IT’S not the first time that there have been calls for the inclusion of a conflict resolution programme in the curriculum of secondary schools, without any such initiative ever coming to pass. One wonders whether there might be some follow-up this time since the latest call has come from no less an authority figure than the Commissioner of Police.
But I ask: What would it have taken all these years to introduce even a pilot project in a well-chosen sample of schools if doubt still remained as to the efficacy of such a move?
But it’s the same old story: time and time again one questions one’s self as to why it is that seemingly beneficial educational, economic, cultural, social and other potential initiatives just fail to get implemented even when they seem to us the expectant public like just the thing to do and without any fallout. So, what happens? The particular problem simply gets worse and begins to affect the society as a whole in regrettable, even dangerous, ways.

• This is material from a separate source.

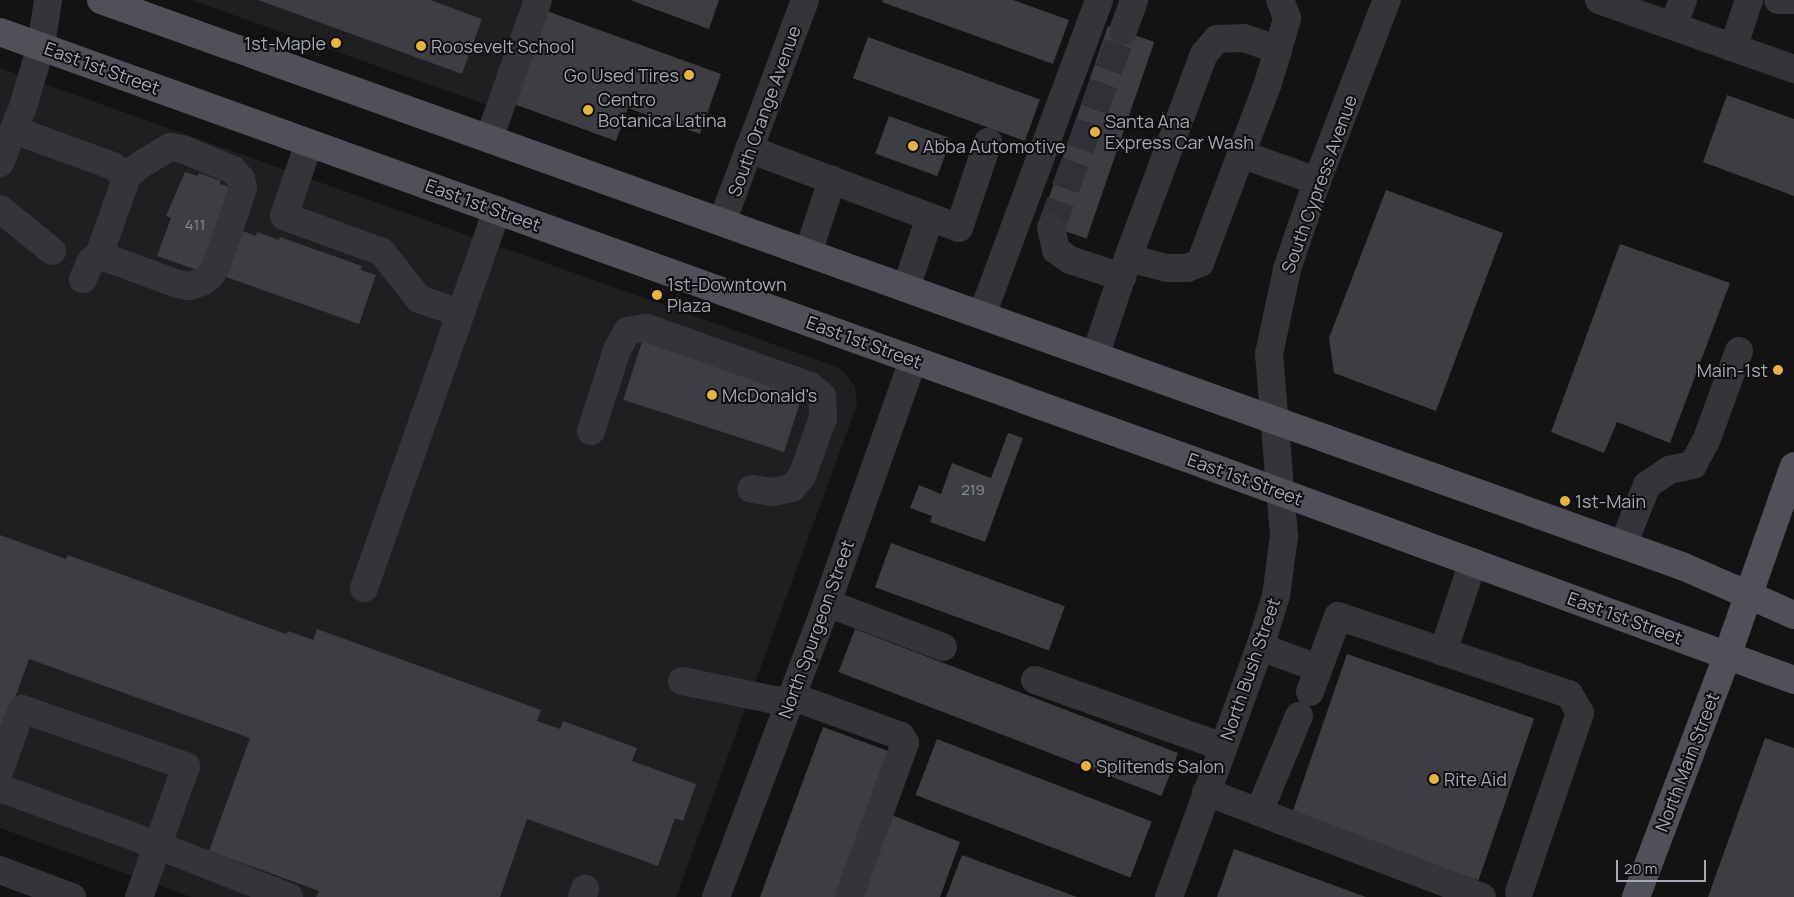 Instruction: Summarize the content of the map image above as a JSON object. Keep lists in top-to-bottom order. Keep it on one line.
{"streets":{"main road":["East 1st Street","North Main Street"],"street":["South Orange Avenue","South Cypress Avenue","North Spurgeon Street","North Bush Street"]},"crossings":[["East 1st Street","South Cypress Avenue"],["East 1st Street","North Spurgeon Street"],["East 1st Street","North Bush Street"],["East 1st Street","North Main Street"],["South Cypress Avenue","North Bush Street"]],"places":["1st-Maple","Roosevelt School","Go Used Tires","Centro Botanica Latina","Santa Ana Express Car Wash","Abba Automotive","1st-Downtown Plaza","Main-1st","McDonald's","1st-Main","Splitends Salon","Rite Aid"],"house_numbers":["411","219"],"scale_bar":"20 m"}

I would go further than the Commissioner in my longstanding call for a human development programme such as C.A.R.E’s Adolescent Development Programme (ADP) to be placed in the curriculum of secondary schools and add that there should be appropriate versions of that programme starting from the infant school level, where our children are eminently rescuable, and moving smoothly through the primary to secondary levels.
If we are convinced that in the overwhelming majority of cases the homes of today clearly fail to provide the necessary resources, whether through wilful abdication of such responsibilities or through ignorance or rank inability in these challenging times, then the State surely has a duty to formally charge the schools with that responsibility.
So, one more time, let me commend the tried and tested C.A.R.E. ADP, which has over the years earned the approbation of the business community in its assessment of the C.A.R.E. trainees employed at their businesses — of whatever type. Said programme, adapted or used as is, should be an integral component of the school curricula. And, oh, how I’d love to throw in Civics and Logic, again starting early on and moving up the educational ladder at appropriate levels (basic, elementary, intermediate). I have no doubt that if this were ever to happen, we would be singing a different song — a much sweeter song, a more hopeful song, a proud song, as far as the youth of this country are concerned and, by extension, the country itself.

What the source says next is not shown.